American mathematician (born 1958)

Jim Hefferon (born October 12, 1958) is an American mathematician serving as the Professor of Mathematics at the University of Vermont. He is known for his award-winning textbook on linear algebra that is available for free download, with LaTeX source, and for his activity in the TeX community.

==Early life==
Jim Hefferon grew up in Connecticut and attended the University of Connecticut, where he obtained a PhD in Mathematics, specializing in recursion theory, as a student of Manuel Lerman.

==Saint Michael's days==
Jim Hefferon moved to Colchester, Vermont in 1990 to take a job at Saint Michael's College. He became an active member of the Linux community, including founding the Vermont Area Group of Unix Enthusiasts.

==Textbooks==
In 2020, for his open-content undergraduate textbook Linear Algebra, Hefferon won the Daniel Solow Author's Award of the Mathematical Association of America, with the award citation noting the book's "clear writing style, tremendous variety of exercises, amenability to use with active learning strategies, and […] careful attention to detail" and its status as one of "the most successful and the most popular" open textbooks. Since 1996, Hefferon's Linear Algebra has been available for free download on the World Wide Web under the GNU Free Documentation License or a Creative Commons license.
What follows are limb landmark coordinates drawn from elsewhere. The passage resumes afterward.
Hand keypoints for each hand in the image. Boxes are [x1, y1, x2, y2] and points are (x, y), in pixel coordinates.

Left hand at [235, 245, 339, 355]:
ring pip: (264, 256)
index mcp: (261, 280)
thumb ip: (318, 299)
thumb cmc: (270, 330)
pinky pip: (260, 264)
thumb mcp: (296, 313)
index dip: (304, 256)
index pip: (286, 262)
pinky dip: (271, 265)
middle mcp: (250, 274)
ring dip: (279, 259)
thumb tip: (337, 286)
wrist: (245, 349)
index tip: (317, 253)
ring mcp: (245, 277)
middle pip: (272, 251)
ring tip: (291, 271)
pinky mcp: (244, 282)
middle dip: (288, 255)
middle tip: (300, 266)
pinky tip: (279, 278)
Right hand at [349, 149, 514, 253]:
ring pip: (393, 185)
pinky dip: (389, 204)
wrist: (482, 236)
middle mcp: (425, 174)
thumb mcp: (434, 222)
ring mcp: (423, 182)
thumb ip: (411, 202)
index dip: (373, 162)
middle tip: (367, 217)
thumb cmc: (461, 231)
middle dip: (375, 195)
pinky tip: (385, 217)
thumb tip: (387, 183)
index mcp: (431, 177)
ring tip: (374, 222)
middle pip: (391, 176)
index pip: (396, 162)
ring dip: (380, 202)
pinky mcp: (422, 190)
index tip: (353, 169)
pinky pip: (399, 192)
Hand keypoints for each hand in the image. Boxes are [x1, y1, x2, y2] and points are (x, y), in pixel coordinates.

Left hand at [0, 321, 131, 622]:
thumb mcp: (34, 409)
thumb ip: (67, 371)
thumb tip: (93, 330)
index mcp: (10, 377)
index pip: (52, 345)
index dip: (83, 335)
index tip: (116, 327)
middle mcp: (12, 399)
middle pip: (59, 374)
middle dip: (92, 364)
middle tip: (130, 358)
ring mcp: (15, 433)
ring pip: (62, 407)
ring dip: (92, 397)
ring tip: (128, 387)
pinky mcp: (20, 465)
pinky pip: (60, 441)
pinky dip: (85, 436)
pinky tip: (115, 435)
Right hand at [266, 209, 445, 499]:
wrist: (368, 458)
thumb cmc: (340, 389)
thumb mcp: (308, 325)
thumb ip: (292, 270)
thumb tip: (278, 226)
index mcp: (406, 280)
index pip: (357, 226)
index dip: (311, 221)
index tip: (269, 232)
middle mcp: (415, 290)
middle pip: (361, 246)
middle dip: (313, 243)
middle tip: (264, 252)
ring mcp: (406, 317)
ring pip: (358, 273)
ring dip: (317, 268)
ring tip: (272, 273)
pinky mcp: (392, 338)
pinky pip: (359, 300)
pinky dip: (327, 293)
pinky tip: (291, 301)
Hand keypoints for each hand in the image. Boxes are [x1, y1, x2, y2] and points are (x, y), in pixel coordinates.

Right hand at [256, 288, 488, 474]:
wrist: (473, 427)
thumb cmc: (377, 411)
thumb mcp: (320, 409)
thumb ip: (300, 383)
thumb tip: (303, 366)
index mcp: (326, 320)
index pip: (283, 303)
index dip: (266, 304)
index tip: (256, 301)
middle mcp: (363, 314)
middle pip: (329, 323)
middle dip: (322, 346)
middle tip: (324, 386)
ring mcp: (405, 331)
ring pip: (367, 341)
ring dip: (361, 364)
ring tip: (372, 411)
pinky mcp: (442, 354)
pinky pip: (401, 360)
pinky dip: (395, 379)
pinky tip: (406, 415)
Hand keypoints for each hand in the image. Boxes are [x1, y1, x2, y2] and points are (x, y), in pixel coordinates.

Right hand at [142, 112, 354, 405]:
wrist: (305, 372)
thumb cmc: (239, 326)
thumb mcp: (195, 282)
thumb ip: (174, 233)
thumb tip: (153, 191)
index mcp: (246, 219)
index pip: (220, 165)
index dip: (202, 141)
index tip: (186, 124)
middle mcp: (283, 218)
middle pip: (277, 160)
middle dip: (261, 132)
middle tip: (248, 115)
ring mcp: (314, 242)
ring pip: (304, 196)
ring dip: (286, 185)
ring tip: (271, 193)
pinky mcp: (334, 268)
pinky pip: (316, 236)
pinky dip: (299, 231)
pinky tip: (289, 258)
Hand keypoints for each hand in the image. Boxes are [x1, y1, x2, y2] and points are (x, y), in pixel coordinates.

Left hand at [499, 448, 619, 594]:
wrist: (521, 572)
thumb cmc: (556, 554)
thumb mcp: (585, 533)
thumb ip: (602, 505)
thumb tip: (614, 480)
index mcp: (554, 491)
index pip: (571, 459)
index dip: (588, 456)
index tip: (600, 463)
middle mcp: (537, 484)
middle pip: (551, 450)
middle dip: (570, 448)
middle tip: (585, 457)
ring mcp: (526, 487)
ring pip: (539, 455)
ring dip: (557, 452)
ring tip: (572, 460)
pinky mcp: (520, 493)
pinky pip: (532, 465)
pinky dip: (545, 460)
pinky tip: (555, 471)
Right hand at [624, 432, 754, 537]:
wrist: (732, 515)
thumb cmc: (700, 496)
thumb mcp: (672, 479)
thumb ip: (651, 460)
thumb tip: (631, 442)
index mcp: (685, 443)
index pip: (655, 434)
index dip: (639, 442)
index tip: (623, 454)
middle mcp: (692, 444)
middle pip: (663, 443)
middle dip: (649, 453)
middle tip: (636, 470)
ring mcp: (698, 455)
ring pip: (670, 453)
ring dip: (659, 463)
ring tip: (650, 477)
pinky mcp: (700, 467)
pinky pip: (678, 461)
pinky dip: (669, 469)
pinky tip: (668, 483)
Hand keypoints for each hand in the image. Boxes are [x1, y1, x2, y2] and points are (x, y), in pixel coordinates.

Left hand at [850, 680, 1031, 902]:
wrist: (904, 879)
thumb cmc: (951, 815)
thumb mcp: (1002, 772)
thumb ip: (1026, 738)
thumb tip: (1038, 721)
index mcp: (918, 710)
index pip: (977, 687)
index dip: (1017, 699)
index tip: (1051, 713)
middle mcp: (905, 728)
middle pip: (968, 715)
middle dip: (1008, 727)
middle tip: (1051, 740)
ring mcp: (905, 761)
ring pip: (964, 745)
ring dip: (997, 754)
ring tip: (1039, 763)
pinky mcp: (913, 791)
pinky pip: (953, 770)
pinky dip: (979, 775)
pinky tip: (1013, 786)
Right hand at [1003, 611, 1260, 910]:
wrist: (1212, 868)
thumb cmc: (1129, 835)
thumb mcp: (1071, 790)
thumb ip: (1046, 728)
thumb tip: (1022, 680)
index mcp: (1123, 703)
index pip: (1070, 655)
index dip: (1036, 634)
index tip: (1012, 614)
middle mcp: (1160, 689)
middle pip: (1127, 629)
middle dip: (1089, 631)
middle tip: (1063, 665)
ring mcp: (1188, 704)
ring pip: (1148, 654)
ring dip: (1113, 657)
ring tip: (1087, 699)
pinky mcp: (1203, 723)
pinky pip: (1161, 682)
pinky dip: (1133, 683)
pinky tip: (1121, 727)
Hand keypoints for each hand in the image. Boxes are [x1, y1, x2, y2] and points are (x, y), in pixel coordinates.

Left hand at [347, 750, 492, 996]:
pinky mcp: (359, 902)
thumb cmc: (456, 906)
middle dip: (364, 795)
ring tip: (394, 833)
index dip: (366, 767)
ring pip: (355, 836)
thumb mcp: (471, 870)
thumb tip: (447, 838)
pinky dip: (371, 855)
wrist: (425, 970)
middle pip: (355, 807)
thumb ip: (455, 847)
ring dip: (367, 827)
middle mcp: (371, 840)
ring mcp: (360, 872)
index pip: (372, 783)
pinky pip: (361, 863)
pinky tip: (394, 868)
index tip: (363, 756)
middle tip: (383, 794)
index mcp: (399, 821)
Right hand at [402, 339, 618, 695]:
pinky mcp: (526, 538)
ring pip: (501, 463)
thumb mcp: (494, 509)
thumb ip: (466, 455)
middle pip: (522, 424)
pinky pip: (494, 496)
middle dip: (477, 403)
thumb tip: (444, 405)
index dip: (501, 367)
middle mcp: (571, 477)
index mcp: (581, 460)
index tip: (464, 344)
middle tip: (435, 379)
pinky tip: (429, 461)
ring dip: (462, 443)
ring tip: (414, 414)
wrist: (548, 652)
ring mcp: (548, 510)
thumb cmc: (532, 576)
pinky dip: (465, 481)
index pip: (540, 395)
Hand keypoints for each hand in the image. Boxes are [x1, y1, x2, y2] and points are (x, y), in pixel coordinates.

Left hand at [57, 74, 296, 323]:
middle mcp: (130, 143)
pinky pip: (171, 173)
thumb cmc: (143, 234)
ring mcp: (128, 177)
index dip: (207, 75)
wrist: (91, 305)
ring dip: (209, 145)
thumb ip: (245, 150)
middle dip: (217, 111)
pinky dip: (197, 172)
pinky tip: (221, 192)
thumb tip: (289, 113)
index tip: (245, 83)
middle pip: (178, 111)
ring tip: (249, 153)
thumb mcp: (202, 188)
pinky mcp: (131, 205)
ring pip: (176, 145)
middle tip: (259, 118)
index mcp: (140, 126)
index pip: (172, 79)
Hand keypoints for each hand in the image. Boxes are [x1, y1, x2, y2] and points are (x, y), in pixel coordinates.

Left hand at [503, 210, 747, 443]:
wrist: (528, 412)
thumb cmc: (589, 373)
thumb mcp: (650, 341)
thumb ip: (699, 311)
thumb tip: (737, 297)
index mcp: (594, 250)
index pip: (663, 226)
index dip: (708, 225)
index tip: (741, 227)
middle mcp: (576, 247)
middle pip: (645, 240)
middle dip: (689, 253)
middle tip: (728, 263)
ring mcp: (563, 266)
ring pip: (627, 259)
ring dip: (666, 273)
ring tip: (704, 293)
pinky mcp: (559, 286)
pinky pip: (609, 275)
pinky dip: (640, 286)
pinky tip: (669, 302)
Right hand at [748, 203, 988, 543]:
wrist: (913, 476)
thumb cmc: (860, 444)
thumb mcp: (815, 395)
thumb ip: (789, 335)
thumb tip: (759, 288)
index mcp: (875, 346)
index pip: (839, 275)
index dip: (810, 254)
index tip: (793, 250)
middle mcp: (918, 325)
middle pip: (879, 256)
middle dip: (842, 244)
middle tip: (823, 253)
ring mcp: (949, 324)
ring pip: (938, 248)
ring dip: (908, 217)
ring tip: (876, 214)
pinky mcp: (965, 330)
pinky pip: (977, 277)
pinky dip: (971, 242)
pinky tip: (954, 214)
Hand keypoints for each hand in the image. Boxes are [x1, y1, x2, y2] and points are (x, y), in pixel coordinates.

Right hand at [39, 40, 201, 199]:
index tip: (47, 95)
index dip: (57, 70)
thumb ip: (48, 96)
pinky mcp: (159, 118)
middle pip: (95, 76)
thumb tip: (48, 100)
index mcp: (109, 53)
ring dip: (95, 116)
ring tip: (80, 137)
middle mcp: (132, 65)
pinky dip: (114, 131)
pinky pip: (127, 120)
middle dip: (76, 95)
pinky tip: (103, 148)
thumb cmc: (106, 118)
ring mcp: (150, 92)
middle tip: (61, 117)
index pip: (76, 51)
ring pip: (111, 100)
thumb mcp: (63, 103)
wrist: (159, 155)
As of 2020, the book is in its fourth edition and is published by Orthogonal Publishing L3C.

Other textbooks of Hefferon's, made available under the same terms, are an inquiry-based Introduction to Proofs and a textbook on computer science, Theory of Computation.

==TeX connection==
Hefferon is a member of the board of directors of the TeX Users Group (TUG), serving from 2019 to 2023. He previously had been a member of the board from 2003 to 2017, serving as vice-president of TUG from 2011 until 2016, when he became acting president of TUG when the board of directors suspended the previous president, Kaveh Bazargan.

In 1999 Jim became one of the core maintainers of the TeX archive CTAN, running one of three core CTAN archive sites until 2011.

==Other interests==
Jim is a Ham radio enthusiast, holding the Extra Class license KE1AZ, and is active with Morse code.